As a child pumpkin pie was always one of my favorites, until the day that I came to realize that not every pumpkin pie tastes like pumpkin pie. You see my mother makes a very odd pumpkin pie, one called Impossible Pumpkin Pie, which uses Bisquick to help form its own crust during the baking process. Cloves were also evil in our family, so pumpkin pie spice was almost always replaced with only cinnamon. So the day that I learned that the rest of the world celebrated in a clove-laden pie with a pastry crust as its ideal, became the day that I only ate pumpkin pie made by either my mother or me. I refuse to change, because some things are sacred, and pumpkin pie is one of them.

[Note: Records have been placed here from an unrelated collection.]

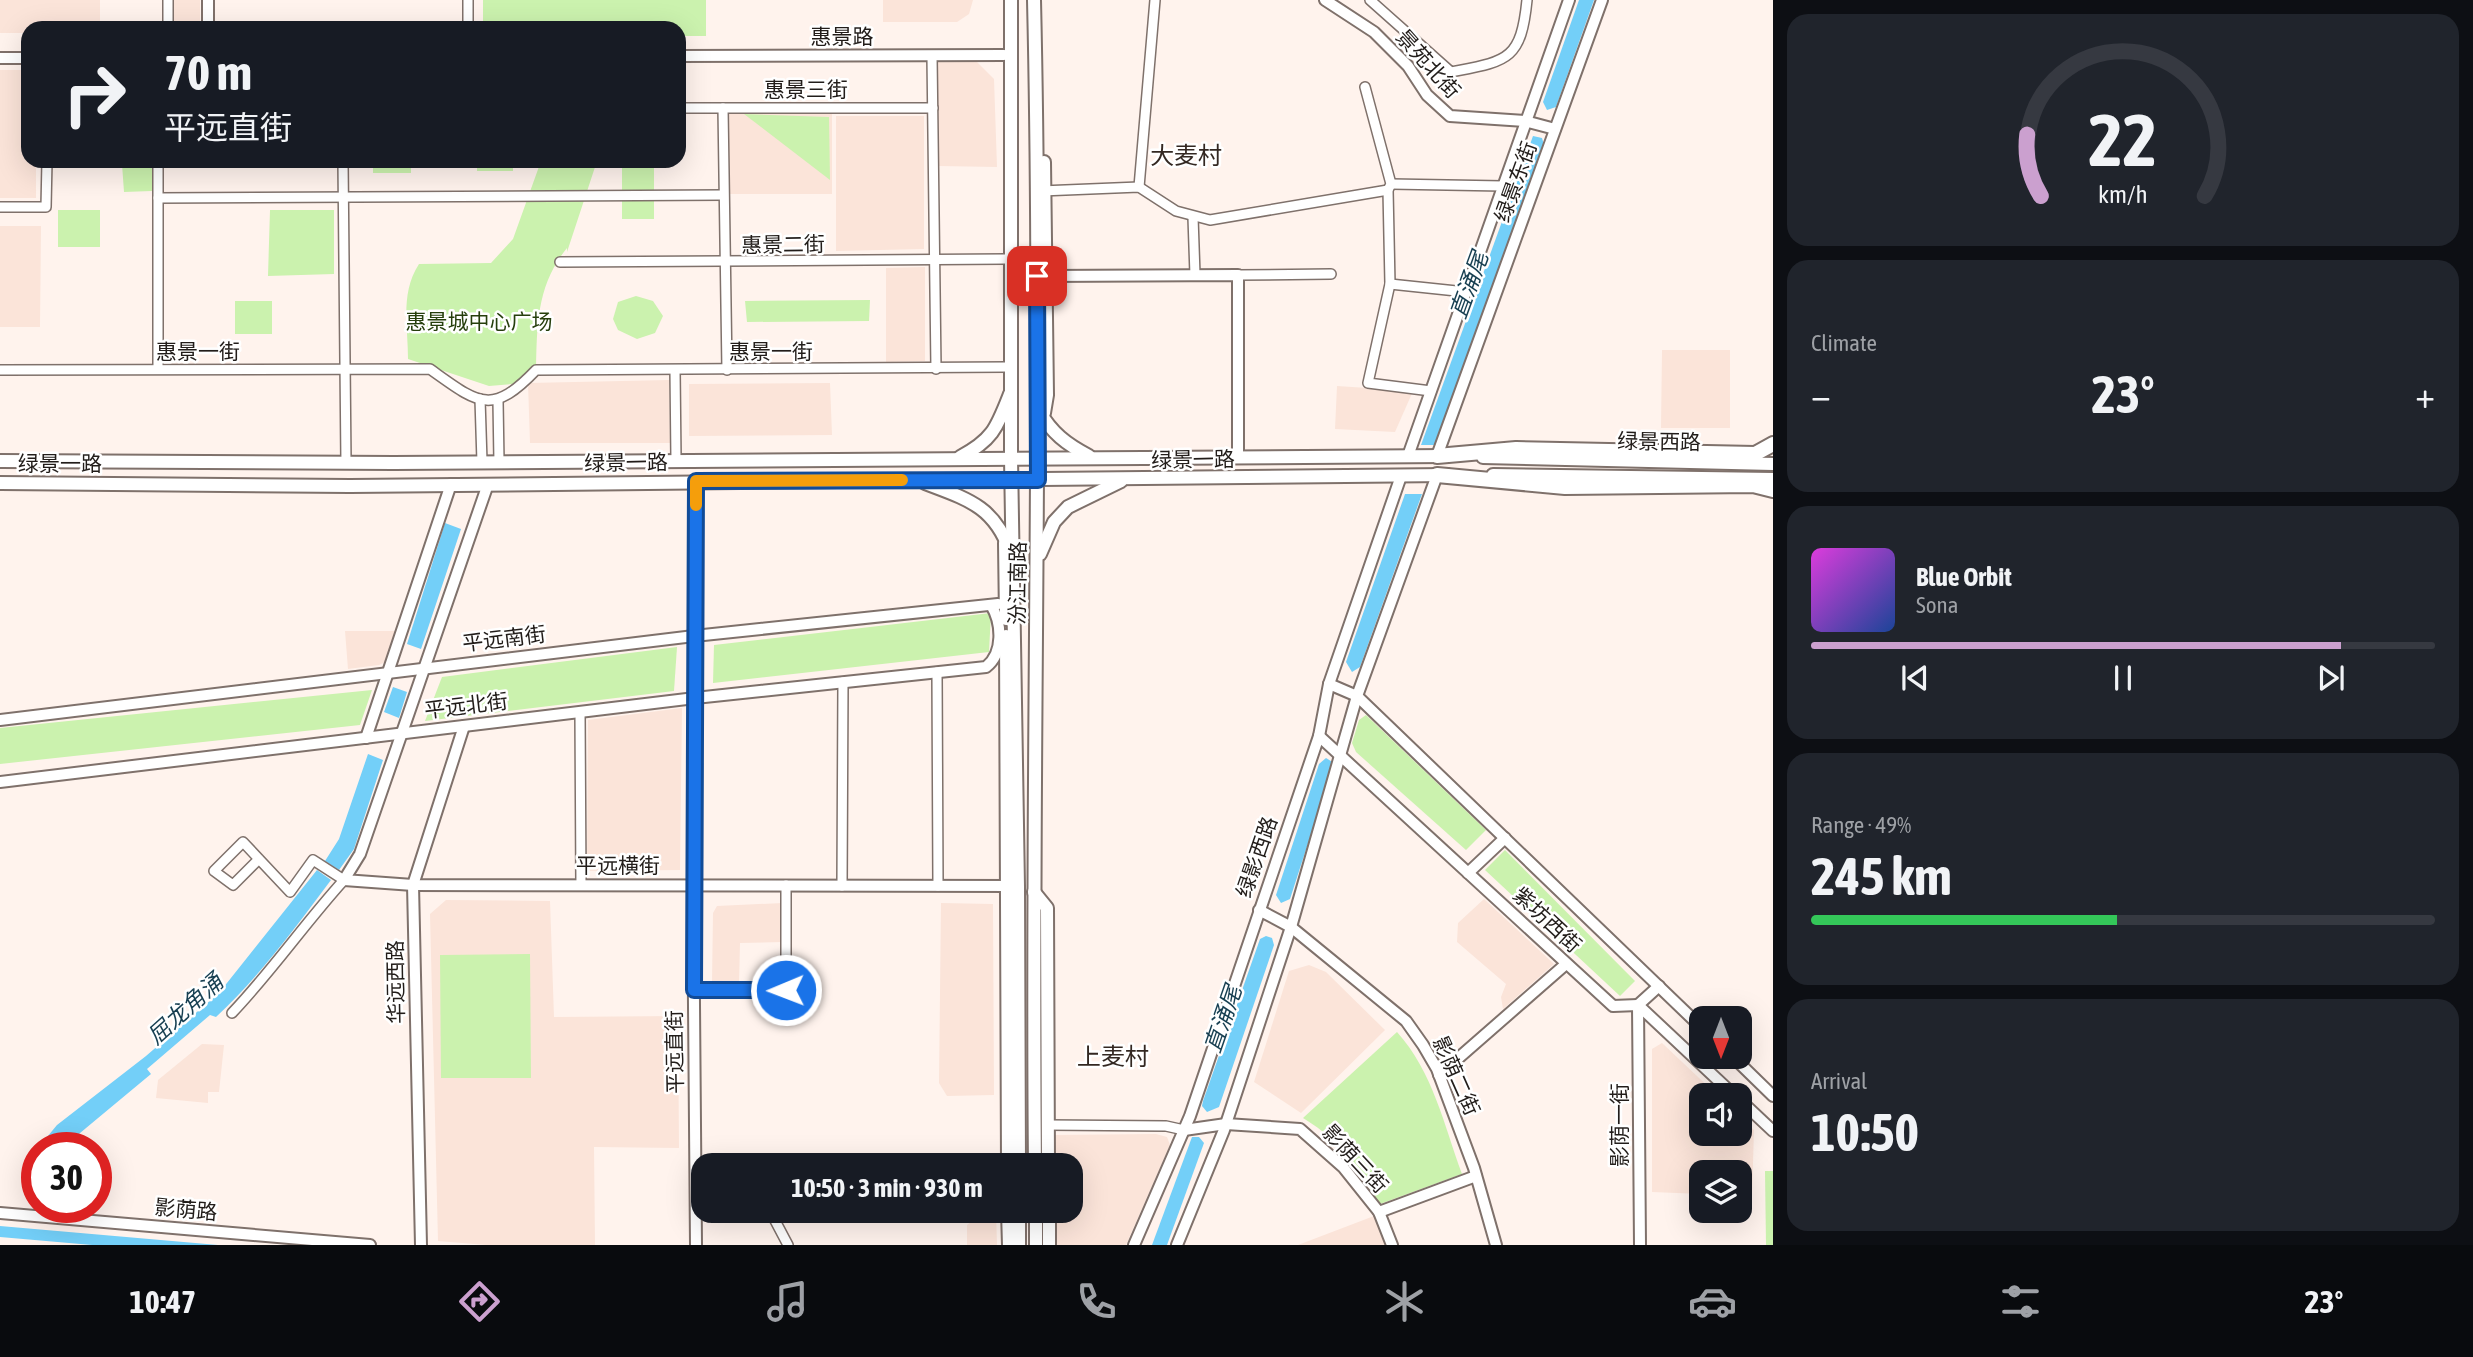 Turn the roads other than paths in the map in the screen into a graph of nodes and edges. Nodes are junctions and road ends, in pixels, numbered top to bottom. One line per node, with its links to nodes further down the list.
1 (168, 0): 14 (street)
2 (208, 0): 15 (street)
3 (468, 0): 16 (street)
4 (1004, 0): 17 (main road)
5 (1012, 0): 38 (main road)
6 (1034, 0): 34 (main road, 汾江南路)
7 (1042, 0): 34 (main road)
8 (1155, 0): 32 (street)
9 (1325, 0): 26 (street, 景苑北街)
10 (1370, 0): 11 (street)
11 (1527, 0)
12 (1569, 0): 26 (street, 绿景东街)
13 (1602, 0): 27 (street, 绿景东街)
14 (168, 21)
15 (208, 21)
16 (468, 21)
17 (1004, 55): 19 (street, 惠景路); 38 (main road)
18 (686, 56): 19 (street, 惠景路)
19 (932, 56): 25 (street)
20 (0, 58): 21 (street)
21 (21, 58)
22 (1364, 87): 33 (street)
23 (686, 108): 24 (street, 惠景三街)
24 (723, 108): 25 (street, 惠景三街); 35 (street)
25 (933, 108): 42 (street)
26 (1525, 121): 27 (street, 景苑北街); 31 (street, 绿景东街)
27 (1555, 129): 67 (street, 绿景东街)
28 (47, 168): 39 (street)
29 (158, 168): 36 (street)
30 (343, 168): 37 (street)
31 (1503, 186): 33 (street); 50 (street, 绿景东街)
32 (1139, 187): 34 (street); 40 (street)
33 (1390, 187): 40 (street); 49 (street)
34 (1040, 191): 48 (main road); 63 (main road, 汾江南路)
35 (723, 195): 37 (street); 44 (street)
36 (158, 198): 37 (street); 52 (street)
37 (343, 198): 53 (street)
38 (1009, 204): 41 (main road); 58 (main road)
39 (0, 206)
40 (1193, 217): 46 (street)
41 (1006, 259): 42 (street, 惠景二街); 51 (main road)
42 (935, 260): 44 (street, 惠景二街); 54 (street)
43 (560, 262): 44 (street, 惠景二街)
44 (724, 263): 57 (street)
45 (1331, 274): 47 (street)
46 (1195, 275): 47 (street); 48 (street)
47 (1238, 275): 65 (street)
48 (1046, 276): 63 (main road)
49 (1390, 284): 50 (street); 59 (street)
50 (1466, 292): 59 (street, 绿景东街)
51 (1007, 367): 54 (street, 惠景一街); 61 (main road)
52 (158, 369): 53 (street, 惠景一街); 55 (street, 惠景一街)
53 (344, 369): 60 (street, 惠景一街); 77 (street)
54 (936, 369): 57 (street, 惠景一街)
55 (0, 370)
56 (675, 370): 57 (street, 惠景一街); 62 (street, 惠景一街); 73 (street)
57 (727, 370)
58 (1014, 384): 61 (main road); 70 (main road, 汾江南路)
59 (1431, 391): 66 (street, 绿景东街)
60 (480, 399): 62 (street); 75 (street)
61 (1007, 400): 69 (main road)
62 (498, 401): 76 (street)
63 (1040, 412): 68 (main road); 71 (main road, 汾江南路)
64 (1773, 444): 67 (highway)
65 (1238, 456): 66 (main road, 绿景一路); 68 (main road, 绿景一路)
66 (1408, 456): 67 (main road, 绿景一路)
67 (1437, 456): 72 (main road, 绿景一路)
68 (1093, 457): 71 (main road, 绿景一路)
69 (958, 458): 70 (main road, 绿景一路); 73 (main road, 绿景一路)
70 (1011, 458): 71 (main road, 绿景一路); 84 (main road, 汾江南路)
71 (1038, 458): 85 (main road, 汾江南路)
72 (1544, 459): 78 (main road, 绿景西路)
73 (676, 460): 76 (main road, 绿景一路)
74 (0, 461): 77 (main road, 绿景一路)
75 (482, 462): 76 (main road, 绿景一路); 77 (main road, 绿景一路)
76 (499, 462)
77 (346, 463)
78 (1773, 464)
79 (1547, 474): 80 (main road, 绿景一路); 82 (main road, 绿景西路)
80 (1437, 475): 81 (main road, 绿景一路); 91 (highway); 105 (street)
81 (1401, 476): 86 (main road, 绿景一路); 104 (street, 绿影西路)
82 (1773, 479)
83 (918, 480): 84 (main road, 绿景一路); 87 (main road, 绿景一路); 92 (main road)
84 (1012, 480): 85 (main road, 绿景一路); 93 (main road, 汾江南路)
85 (1038, 480): 86 (main road, 绿景一路); 94 (main road, 汾江南路)
86 (1123, 480): 94 (main road)
87 (696, 481): 90 (main road, 绿景一路); 97 (street, 平远直街)
88 (0, 483): 89 (main road, 绿景一路)
89 (451, 484): 90 (main road, 绿景一路); 102 (street)
90 (488, 484): 100 (street)
91 (1773, 490)
92 (1005, 536): 93 (main road); 95 (main road)
93 (1014, 560): 95 (main road, 汾江南路)
94 (1037, 561): 141 (main road, 汾江南路)
95 (1010, 603): 96 (street, 平远南街); 98 (main road); 125 (main road, 汾江南路)
96 (991, 605): 97 (street, 平远南街); 99 (street)
97 (694, 636): 100 (street, 平远南街); 106 (street, 平远直街)
98 (1006, 665): 99 (street, 平远北街); 125 (main road)
99 (986, 667): 101 (street, 平远北街)
100 (425, 668): 102 (street, 平远南街); 110 (street)
101 (937, 672): 103 (street, 平远北街); 124 (street)
102 (388, 673): 108 (street, 平远南街); 112 (street)
103 (844, 682): 106 (street, 平远北街); 123 (street)
104 (1329, 684): 105 (street, 紫坊西街); 111 (street, 绿影西路)
105 (1357, 695): 113 (street); 115 (street, 紫坊西街)
106 (695, 698): 107 (street, 平远北街); 121 (street, 平远直街)
107 (580, 712): 109 (street, 平远北街); 120 (street)
108 (0, 720)
109 (464, 726): 110 (street, 平远北街); 119 (street, 华远西路)
110 (403, 733): 112 (street, 平远北街); 118 (street)
111 (1319, 736): 113 (street, 紫坊西街); 126 (street, 绿影西路)
112 (366, 738): 114 (street, 平远北街)
113 (1340, 756): 117 (street, 紫坊西街); 127 (street)
114 (0, 782)
115 (1505, 838): 117 (street); 129 (street, 紫坊西街)
116 (259, 859): 116 (street); 118 (street)
117 (1468, 873): 128 (street, 紫坊西街)
118 (344, 880): 119 (street, 平远横街); 132 (street)
119 (413, 885): 120 (street, 平远横街); 159 (street, 华远西路)
120 (581, 885): 121 (street, 平远横街)
121 (693, 885): 122 (street, 平远横街); 130 (street, 平远直街)
122 (786, 886): 123 (street, 平远横街); 130 (street)
123 (842, 886): 124 (street, 平远横街)
124 (938, 886): 125 (street, 平远横街)
125 (1012, 886): 140 (main road, 汾江南路)
126 (1259, 910): 127 (street, 影荫二街); 142 (street, 绿影西路)
127 (1291, 927): 135 (street, 影荫二街); 139 (street)
128 (1566, 964): 131 (street, 紫坊西街); 135 (street)
129 (1659, 986): 131 (street); 133 (street, 紫坊西街)
130 (694, 990): 144 (street, 平远直街)
131 (1639, 1005): 136 (street); 170 (street, 影荫一街)
132 (232, 1013)
133 (1689, 1015)
134 (1745, 1069): 137 (street)
135 (1439, 1075): 149 (street, 影荫二街)
136 (1721, 1083)
137 (1773, 1096)
138 (1752, 1111): 143 (street)
139 (1226, 1124): 142 (street, 影荫三街); 151 (street, 影荫三街); 167 (street)
140 (1013, 1125): 145 (main road); 146 (main road, 汾江南路)
141 (1042, 1125): 142 (street); 147 (main road, 汾江南路); 148 (main road)
142 (1184, 1130): 166 (street, 绿影西路)
143 (1773, 1131)
144 (696, 1153)
145 (1010, 1153)
146 (1016, 1153)
147 (1037, 1153)
148 (1046, 1153)
149 (1476, 1176): 151 (street); 169 (street, 影荫二街)
150 (0, 1213): 158 (street, 影荫路)
151 (1379, 1213): 168 (street, 影荫三街)
152 (696, 1223): 160 (street, 平远直街)
153 (776, 1223): 161 (street)
154 (1009, 1223): 162 (main road)
155 (1018, 1223): 163 (main road)
156 (1036, 1223): 164 (main road)
157 (1049, 1223): 165 (main road)
158 (370, 1245)
159 (421, 1245)
160 (696, 1245)
161 (788, 1245)
162 (1009, 1245)
163 (1018, 1245)
164 (1036, 1245)
165 (1049, 1245)
166 (1133, 1245)
167 (1177, 1245)
168 (1392, 1245)
169 (1496, 1245)
170 (1640, 1245)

I’ve been holding onto this recipe, just like I’ve been holding on to summer. As much as I enjoy walking outside in the morning to embrace the cold chilly air, I still miss the feel of the sun on my skin. So while I fondly gaze on the last hydrangeas of the season, which are so valiantly fighting to be seen amongst the plethora of Halloween decorations, I can’t help but think of all the amazing food that fall brings with it. There’s nothing like pumpkin pie, followed by pumpkin cookies, followed by pumpkin bars…I think you get the point, anything with pumpkin will do, as long as there are no cloves or crust involved.
- 2 1/2 Cups All-Purpose Flour
- 2 Teaspoons Ground Cinnamon
- 1/4 Teaspoon Freshly Ground Nutmeg
- 1/2 Teaspoon Baking Soda
- 1/2 Teaspoon Kosher Salt
- 1 Cup Light Brown Sugar, Packed
- 1/2 Cup Granulated Sugar
- 1 Cup Unsalted Butter, Melted
- 1 Tablespoon Vanilla
- 1 Egg
- 1 (15-oz) Can Pumpkin Puree
- 1 (10-oz) Bag Miniature Semi-Sweet Chocolate Baking Chips
- 1/2 Cup Toffee Bits
- 1 (10-oz) Jar Caramel Sauce
- Preheat oven to 350 degrees.
- Line a 9×13 metal baking dish with tin foil, and then coat it with cooking spray.
- Sift the flour, cinnamon, nutmeg, baking soda, and salt together in a medium bowl; set aside.
- In a large bowl, whisk the sugars, butter and vanilla together.
- Add the egg, and then whisk for 1 minute.
- Whisk in the pumpkin, and then stir in the flour mixture using a spatula.
- Gently fold the miniature chips and toffee bits into the batter.
- Pour 2/3 of the batter into the prepared baking dish, and spread it out evenly.
- Bake for 10 minutes, and then remove from the oven.
- Evenly distribute the caramel sauce over the top of the batter, and then spread the remaining batter on top of the caramel.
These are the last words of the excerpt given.